Creating jobs - Amazon SageMaker Unified Studio

Creating jobs

You can create jobs in SageMaker Unified Studio using multiple authoring methods to suit different personas and use cases.

Job authoring methods

IDE/Script Editor

Data engineers can develop jobs using either their preferred external IDE or the SageMaker Unified Studio's built-in code editor. These environments provide full code editing capabilities and remote debugging support. Once scripts are written, engineers can create data processing jobs from them directly within SageMaker Unified Studio.

Visual ETL

ETL developers can create jobs using a drag-and-drop visual interface for building data transformation pipelines without writing code.

Jupyter Notebooks

Data scientists can develop jobs using familiar Jupyter Notebook interfaces for interactive development and exploration.

Note

When creating a job from a Jupyter notebook (.ipynb file), SageMaker Unified Studio automatically converts the notebook to a Python script. Once this conversion happens, subsequent changes to the original notebook will not affect the job. The job will continue to use the Python script created at the time of job creation.

To create a new job

  1. Sign in to SageMaker Unified Studio and navigate to your project.

  2. In Data Analysis & Integration , choose Data processing jobs, then Visual ETL job or Code-based job.
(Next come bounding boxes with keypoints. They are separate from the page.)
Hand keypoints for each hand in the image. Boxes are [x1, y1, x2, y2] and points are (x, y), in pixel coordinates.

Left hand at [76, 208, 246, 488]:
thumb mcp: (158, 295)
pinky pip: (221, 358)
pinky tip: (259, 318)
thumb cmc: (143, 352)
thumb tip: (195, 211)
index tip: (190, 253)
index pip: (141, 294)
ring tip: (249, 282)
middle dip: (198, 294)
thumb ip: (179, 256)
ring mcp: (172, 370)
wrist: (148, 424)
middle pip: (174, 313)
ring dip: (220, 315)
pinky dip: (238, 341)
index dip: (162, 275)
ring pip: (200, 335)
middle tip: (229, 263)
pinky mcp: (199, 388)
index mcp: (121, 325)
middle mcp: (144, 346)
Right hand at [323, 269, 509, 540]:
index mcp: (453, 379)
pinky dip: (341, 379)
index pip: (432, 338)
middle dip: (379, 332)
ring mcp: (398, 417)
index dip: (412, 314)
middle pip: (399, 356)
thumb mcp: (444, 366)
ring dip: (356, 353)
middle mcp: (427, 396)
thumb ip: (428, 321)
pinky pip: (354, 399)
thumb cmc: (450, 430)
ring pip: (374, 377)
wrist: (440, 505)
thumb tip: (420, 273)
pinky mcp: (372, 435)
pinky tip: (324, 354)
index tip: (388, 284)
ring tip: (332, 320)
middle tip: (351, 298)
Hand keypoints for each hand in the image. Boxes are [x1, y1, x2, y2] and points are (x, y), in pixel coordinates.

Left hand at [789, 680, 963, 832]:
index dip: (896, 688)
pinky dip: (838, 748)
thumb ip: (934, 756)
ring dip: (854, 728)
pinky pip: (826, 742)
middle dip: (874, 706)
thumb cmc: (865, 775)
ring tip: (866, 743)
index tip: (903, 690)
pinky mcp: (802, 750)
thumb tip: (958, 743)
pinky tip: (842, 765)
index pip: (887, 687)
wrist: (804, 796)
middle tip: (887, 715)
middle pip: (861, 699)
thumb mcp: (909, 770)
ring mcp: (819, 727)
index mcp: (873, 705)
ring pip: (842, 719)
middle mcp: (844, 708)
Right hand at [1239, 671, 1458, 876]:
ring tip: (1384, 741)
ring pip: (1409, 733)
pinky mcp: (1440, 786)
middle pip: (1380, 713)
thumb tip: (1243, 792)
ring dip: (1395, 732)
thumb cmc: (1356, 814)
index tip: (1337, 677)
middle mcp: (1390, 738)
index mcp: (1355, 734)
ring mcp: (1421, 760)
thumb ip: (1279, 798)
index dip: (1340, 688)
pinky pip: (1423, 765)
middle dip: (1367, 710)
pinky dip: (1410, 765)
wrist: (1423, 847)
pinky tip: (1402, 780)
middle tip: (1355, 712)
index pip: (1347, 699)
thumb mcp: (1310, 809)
Alternatively, you can create a Job within an existing Workflow, or through JupyterLab in IDE & Applications.

  3. Select your preferred authoring method (IDE, Visual ETL, or Notebook).
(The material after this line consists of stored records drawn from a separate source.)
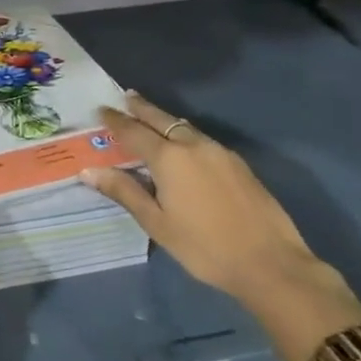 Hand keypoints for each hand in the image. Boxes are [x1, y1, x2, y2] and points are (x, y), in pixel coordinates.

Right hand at [79, 91, 326, 306]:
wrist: (271, 263)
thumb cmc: (205, 247)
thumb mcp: (157, 223)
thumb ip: (124, 192)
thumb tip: (90, 171)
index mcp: (169, 157)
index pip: (133, 131)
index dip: (115, 121)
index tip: (101, 110)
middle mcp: (193, 145)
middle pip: (161, 119)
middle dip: (141, 108)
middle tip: (126, 97)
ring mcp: (219, 152)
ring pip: (184, 127)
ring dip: (164, 119)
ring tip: (151, 117)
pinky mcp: (238, 164)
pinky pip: (201, 139)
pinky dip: (184, 134)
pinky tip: (183, 144) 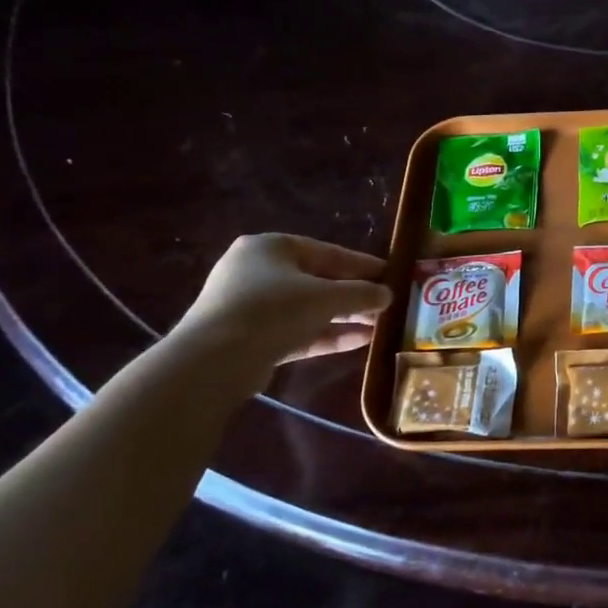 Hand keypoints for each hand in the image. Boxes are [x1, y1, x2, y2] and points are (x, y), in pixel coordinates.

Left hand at [174, 234, 390, 368]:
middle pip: (318, 281)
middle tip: (387, 304)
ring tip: (380, 326)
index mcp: (271, 247)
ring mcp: (253, 306)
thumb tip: (388, 294)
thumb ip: (361, 293)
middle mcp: (258, 271)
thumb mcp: (326, 296)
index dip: (363, 264)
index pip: (327, 252)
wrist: (215, 360)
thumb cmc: (273, 309)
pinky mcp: (254, 338)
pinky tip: (361, 342)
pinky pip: (298, 331)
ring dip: (345, 317)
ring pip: (309, 308)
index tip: (392, 274)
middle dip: (354, 295)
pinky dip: (327, 335) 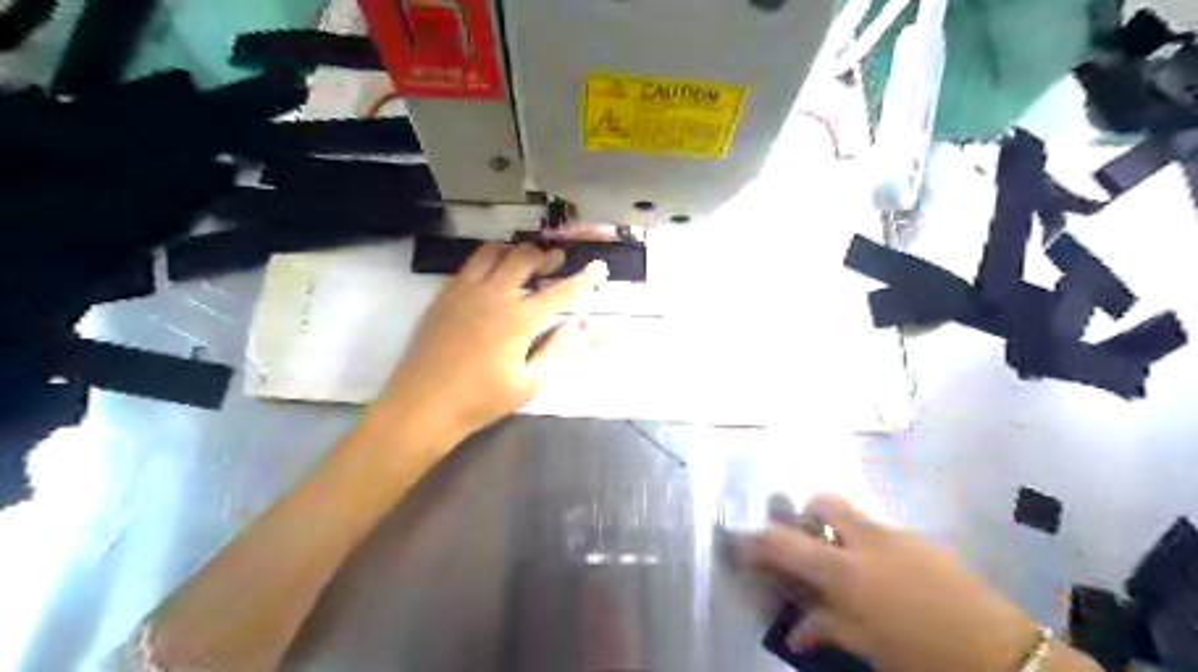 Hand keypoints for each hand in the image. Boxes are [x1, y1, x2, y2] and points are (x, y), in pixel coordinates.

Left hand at [373, 243, 608, 451]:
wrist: (423, 405)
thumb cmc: (481, 400)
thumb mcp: (530, 383)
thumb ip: (558, 348)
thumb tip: (582, 321)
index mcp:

  4. Configure your job settings.

    Name

    Provide a UTF-8 string with a maximum length of 255 characters. Once a job is named, it cannot be renamed as the name is a unique identifier.

    Description

    Provide an optional description of up to 2048 characters.

    IAM Role

    Specify the IAM role that is used for authorization to resources used to run the job and access data stores. For more information about permissions for running jobs in AWS Glue, see Identity and access management for AWS Glue. Note that IAM role cannot be changed after job creation (edit IAM roles at the project level).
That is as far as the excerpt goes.